Great news from North Korea: they have successfully carried out a third nuclear test. 


It may not be enough for a full-fledged nuclear warhead, but they are getting there.  With this news, the North Koreans should be congratulated by all freedom loving governments. 


Those governments – Israel, the US, the UK, France, Russia, India, Pakistan and of course loving neighbor China – have great experience in this area and fully appreciate the determination and political courage it takes to get this far.


The North Koreans must be further congratulated on two major points:


Firstly they have coincided their rocket testing with the progress on nuclear development.

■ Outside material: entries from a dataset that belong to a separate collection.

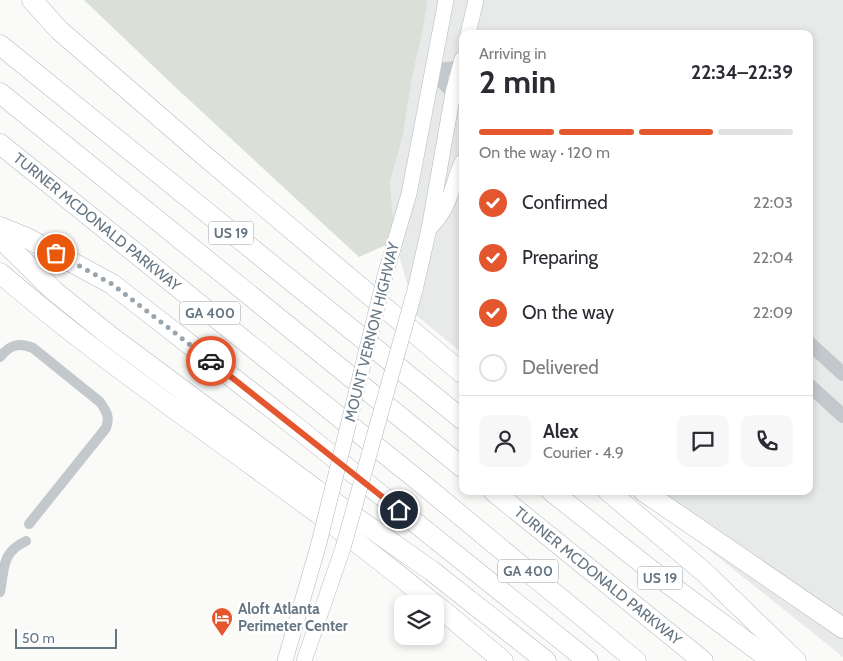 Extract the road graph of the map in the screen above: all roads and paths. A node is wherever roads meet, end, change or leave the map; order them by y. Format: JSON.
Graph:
{"nodes":[{"id":1,"x":32,"y":0,"type":"edge"},
{"id":2,"x":446,"y":0,"type":"edge"},
{"id":3,"x":476,"y":0,"type":"edge"},
{"id":4,"x":469,"y":30,"type":"edge"},
{"id":5,"x":0,"y":45,"type":"edge"},
{"id":6,"x":459,"y":65,"type":"edge"},
{"id":7,"x":433,"y":71,"type":"junction"},
{"id":8,"x":0,"y":93,"type":"edge"},
{"id":9,"x":458,"y":95,"type":"edge"},
{"id":10,"x":0,"y":144,"type":"edge"},
{"id":11,"x":459,"y":171,"type":"edge"},
{"id":12,"x":0,"y":227,"type":"edge"},
{"id":13,"x":429,"y":229,"type":"junction"},
{"id":14,"x":4,"y":242,"type":"edge"},
{"id":15,"x":0,"y":273,"type":"edge"},
{"id":16,"x":813,"y":347,"type":"edge"},
{"id":17,"x":0,"y":357,"type":"edge"},
{"id":18,"x":459,"y":370,"type":"edge"},
{"id":19,"x":843,"y":374,"type":"edge"},
{"id":20,"x":813,"y":390,"type":"edge"},
{"id":21,"x":843,"y":416,"type":"edge"},
{"id":22,"x":459,"y":417,"type":"edge"},
{"id":23,"x":459,"y":465,"type":"edge"},
{"id":24,"x":498,"y":495,"type":"edge"},
{"id":25,"x":556,"y":495,"type":"edge"},
{"id":26,"x":613,"y":495,"type":"edge"},
{"id":27,"x":649,"y":495,"type":"edge"},
{"id":28,"x":29,"y":524,"type":"dead end"},
{"id":29,"x":26,"y":541,"type":"dead end"},
{"id":30,"x":0,"y":592,"type":"edge"},
{"id":31,"x":424,"y":595,"type":"edge"},
{"id":32,"x":444,"y":612,"type":"edge"},
{"id":33,"x":843,"y":628,"type":"edge"},
{"id":34,"x":584,"y":658,"type":"edge"},
{"id":35,"x":285,"y":661,"type":"edge"},
{"id":36,"x":304,"y":661,"type":"edge"},
{"id":37,"x":503,"y":661,"type":"edge"},
{"id":38,"x":546,"y":661,"type":"edge"},
{"id":39,"x":636,"y":661,"type":"edge"},
{"id":40,"x":702,"y":661,"type":"edge"},
{"id":41,"x":772,"y":661,"type":"edge"},
{"id":42,"x":796,"y":661,"type":"edge"}],
"edges":[{"from":1,"to":18,"type":"highway"},
{"from":2,"to":7,"type":"main road","name":"MOUNT VERNON HIGHWAY"},
{"from":3,"to":4,"type":"main road"},
{"from":5,"to":22,"type":"highway","number":"US 19"},
{"from":6,"to":7,"type":"street"},
{"from":7,"to":9,"type":"street"},
{"from":7,"to":35,"type":"main road","name":"MOUNT VERNON HIGHWAY","bridge":true},
{"from":8,"to":23,"type":"highway","number":"US 19"},
{"from":9,"to":13,"type":"main road","name":"MOUNT VERNON HIGHWAY"},
{"from":10,"to":39,"type":"highway","name":"TURNER MCDONALD PARKWAY","number":"GA 400"},
{"from":11,"to":13,"type":"main road"},
{"from":12,"to":34,"type":"highway"},
{"from":13,"to":36,"type":"main road","name":"MOUNT VERNON HIGHWAY","bridge":true},
{"from":14,"to":38,"type":"highway"},
{"from":15,"to":31,"type":"highway"},
{"from":16,"to":19,"type":"street"},
{"from":17,"to":28,"type":"street"},
{"from":20,"to":21,"type":"street"},
{"from":24,"to":40,"type":"highway","name":"TURNER MCDONALD PARKWAY","number":"US 19"},
{"from":25,"to":41,"type":"highway","number":"US 19"},
{"from":26,"to":42,"type":"highway"},
{"from":27,"to":33,"type":"highway"},
{"from":29,"to":30,"type":"street"},
{"from":32,"to":37,"type":"highway"}]}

This shows the well thought through planning that the then Soviet Union started in 1957 and the second stage nuclear weapon development that even the United States struggled to achieve from 1968 onwards. 

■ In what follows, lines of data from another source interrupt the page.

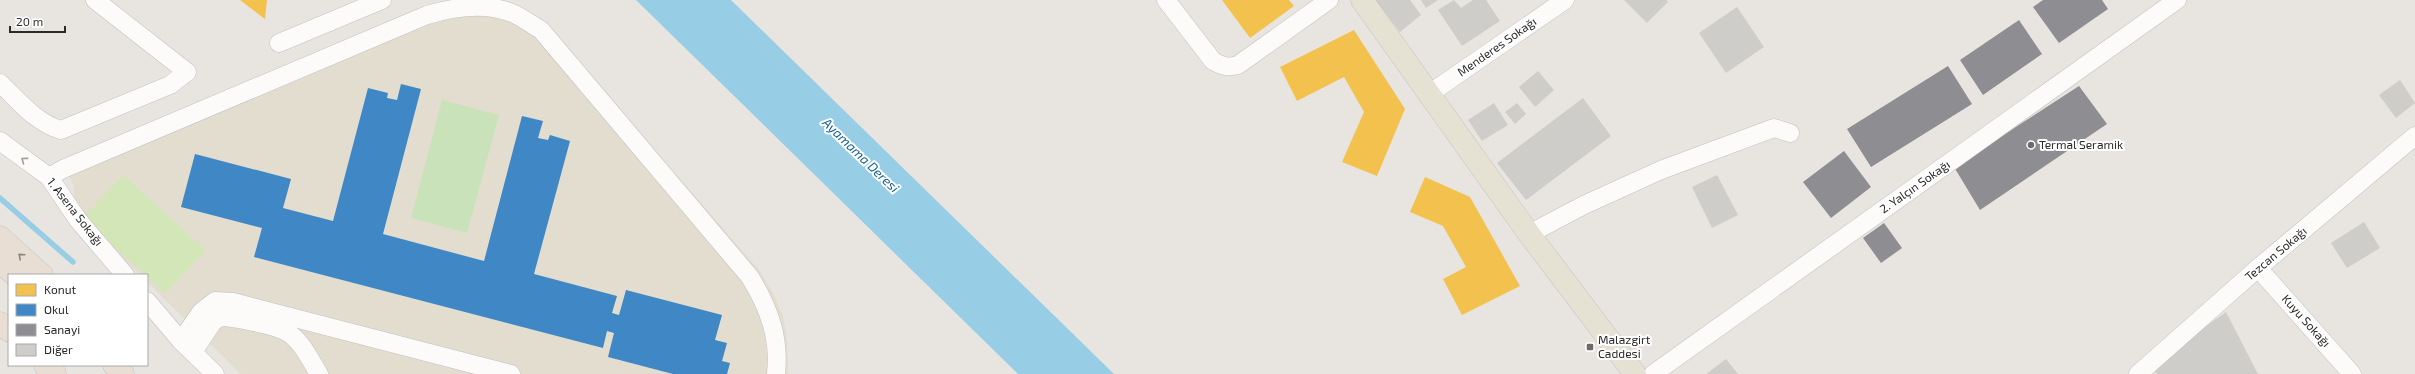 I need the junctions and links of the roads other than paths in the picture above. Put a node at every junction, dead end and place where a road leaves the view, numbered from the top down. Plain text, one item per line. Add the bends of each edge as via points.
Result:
1 (95, 0) edge
2 (382, 0) edge
3 (1166, 0) edge
4 (1329, 0) edge
5 (1362, 0) edge
6 (1565, 0) edge
7 (2178, 0) edge
8 (279, 43) dead end
9 (0, 83) edge
10 (1429, 94) junction
11 (1790, 133) dead end
12 (2415, 136) edge
13 (0, 141) edge
14 (50, 178) junction
15 (1529, 234) junction
16 (0, 237) edge
17 (0, 262) edge
18 (2258, 268) junction
19 (14, 274) edge
20 (41, 274) edge
21 (124, 274) edge
22 (148, 302) edge
23 (0, 323) edge
24 (8, 330) edge
25 (187, 346) junction
26 (47, 366) edge
27 (115, 366) edge
28 (482, 370) edge
29 (55, 374) edge
30 (123, 374) edge
31 (215, 374) edge
32 (320, 374) edge
33 (510, 374) edge
34 (776, 374) edge
35 (1636, 374) edge
36 (1653, 374) edge
37 (2138, 374) edge
38 (2352, 374) edge

1 - 9 street via 187,72 170,84 61,130 39,120
2 - 8 street
3 - 4 street via 1214,61 1225,67 1232,67
5 - 10 main road
6 - 10 street, Menderes Sokağı
7 - 36 street, 2. Yalçın Sokağı
10 - 15 main road
11 - 15 street via 1774,128 1661,170 1584,205
12 - 18 street, Tezcan Sokağı
14 -> 13 street, 1. Asena Sokağı
14 - 21 street, 1. Asena Sokağı via 78,220
14 - 34 street via 63,169 427,14 450,8 480,6 512,13 541,30 750,277 772,320 776,341
15 - 35 main road
20 -> 16 highway
17 - 19 highway
18 - 37 street, Tezcan Sokağı
18 - 38 street, Kuyu Sokağı
22 - 25 street
23 - 24 highway
25 - 28 street via 201,312 215,301 233,302
25 - 31 street
25 - 32 street via 220,317 231,317 286,332 300,344
26 - 29 highway
27 - 30 highway
28 - 33 street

So we know that both Russia and America will surely be sending Well Done flowers to Kim Il Un.  So too we imagine will the United Kingdom (sic) leader David Cameron who knows only too well the difficulty of reaching co-ordination stage in his own efforts to replace the UK Trident missile and Vanguard nuclear weapon-carrying submarines.   


It is hoped that progress in this area will continue apace until they get to the second congratulatory point:


What really gets the well-done applause from brother nuclear weapons states (see above) is that North Korea a small, starving, basket-case country has proved it can scare a whole chunk of the sophisticated world led by the United States.  Better still, that powerful group of nations can do absolutely nothing about it. 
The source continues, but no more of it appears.